- _EXERCISE DESCRIPTION_:
Only the lines with "Montpellier" in the entries below belong in the answer; please copy them.

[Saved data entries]
□ □ □ □
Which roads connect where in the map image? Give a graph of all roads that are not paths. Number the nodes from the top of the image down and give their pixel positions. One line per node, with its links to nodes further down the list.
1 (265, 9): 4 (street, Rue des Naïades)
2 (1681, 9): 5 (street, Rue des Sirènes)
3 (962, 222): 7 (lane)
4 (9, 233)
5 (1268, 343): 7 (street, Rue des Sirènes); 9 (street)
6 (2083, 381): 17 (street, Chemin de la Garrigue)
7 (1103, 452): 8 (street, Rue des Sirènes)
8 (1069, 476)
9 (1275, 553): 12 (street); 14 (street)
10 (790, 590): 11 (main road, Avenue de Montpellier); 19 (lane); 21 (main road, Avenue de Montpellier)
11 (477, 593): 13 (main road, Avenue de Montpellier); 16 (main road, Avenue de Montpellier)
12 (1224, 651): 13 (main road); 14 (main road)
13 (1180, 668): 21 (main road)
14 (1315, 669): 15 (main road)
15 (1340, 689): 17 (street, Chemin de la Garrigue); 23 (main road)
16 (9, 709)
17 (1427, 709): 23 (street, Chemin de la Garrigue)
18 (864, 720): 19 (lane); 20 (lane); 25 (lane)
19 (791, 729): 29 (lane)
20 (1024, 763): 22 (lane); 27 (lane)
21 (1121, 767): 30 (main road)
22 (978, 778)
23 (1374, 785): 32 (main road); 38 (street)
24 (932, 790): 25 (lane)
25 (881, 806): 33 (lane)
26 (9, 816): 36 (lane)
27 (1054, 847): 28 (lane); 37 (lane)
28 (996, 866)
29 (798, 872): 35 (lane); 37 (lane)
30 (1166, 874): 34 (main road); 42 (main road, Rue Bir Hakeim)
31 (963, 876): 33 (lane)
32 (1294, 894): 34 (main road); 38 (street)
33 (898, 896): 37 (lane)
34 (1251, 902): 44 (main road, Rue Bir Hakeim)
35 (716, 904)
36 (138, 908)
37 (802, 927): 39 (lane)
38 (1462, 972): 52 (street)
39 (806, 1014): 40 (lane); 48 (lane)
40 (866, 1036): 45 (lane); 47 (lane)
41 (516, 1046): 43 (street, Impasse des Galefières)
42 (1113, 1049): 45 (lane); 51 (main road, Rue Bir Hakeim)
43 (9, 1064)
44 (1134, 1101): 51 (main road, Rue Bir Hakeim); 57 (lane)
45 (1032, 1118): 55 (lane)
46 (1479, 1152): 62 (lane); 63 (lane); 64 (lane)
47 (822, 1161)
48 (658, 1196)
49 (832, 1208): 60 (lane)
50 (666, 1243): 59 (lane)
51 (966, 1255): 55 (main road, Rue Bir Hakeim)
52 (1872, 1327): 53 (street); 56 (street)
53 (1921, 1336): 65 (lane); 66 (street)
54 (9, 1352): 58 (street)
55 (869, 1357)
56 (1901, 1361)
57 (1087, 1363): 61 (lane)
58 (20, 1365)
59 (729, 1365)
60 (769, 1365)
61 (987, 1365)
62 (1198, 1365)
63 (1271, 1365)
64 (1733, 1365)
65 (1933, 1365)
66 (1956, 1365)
□ □ □ □
- _TASK RESULT_:
10 (790, 590): 11 (main road, Avenue de Montpellier); 19 (lane); 21 (main road, Avenue de Montpellier)
11 (477, 593): 13 (main road, Avenue de Montpellier); 16 (main road, Avenue de Montpellier)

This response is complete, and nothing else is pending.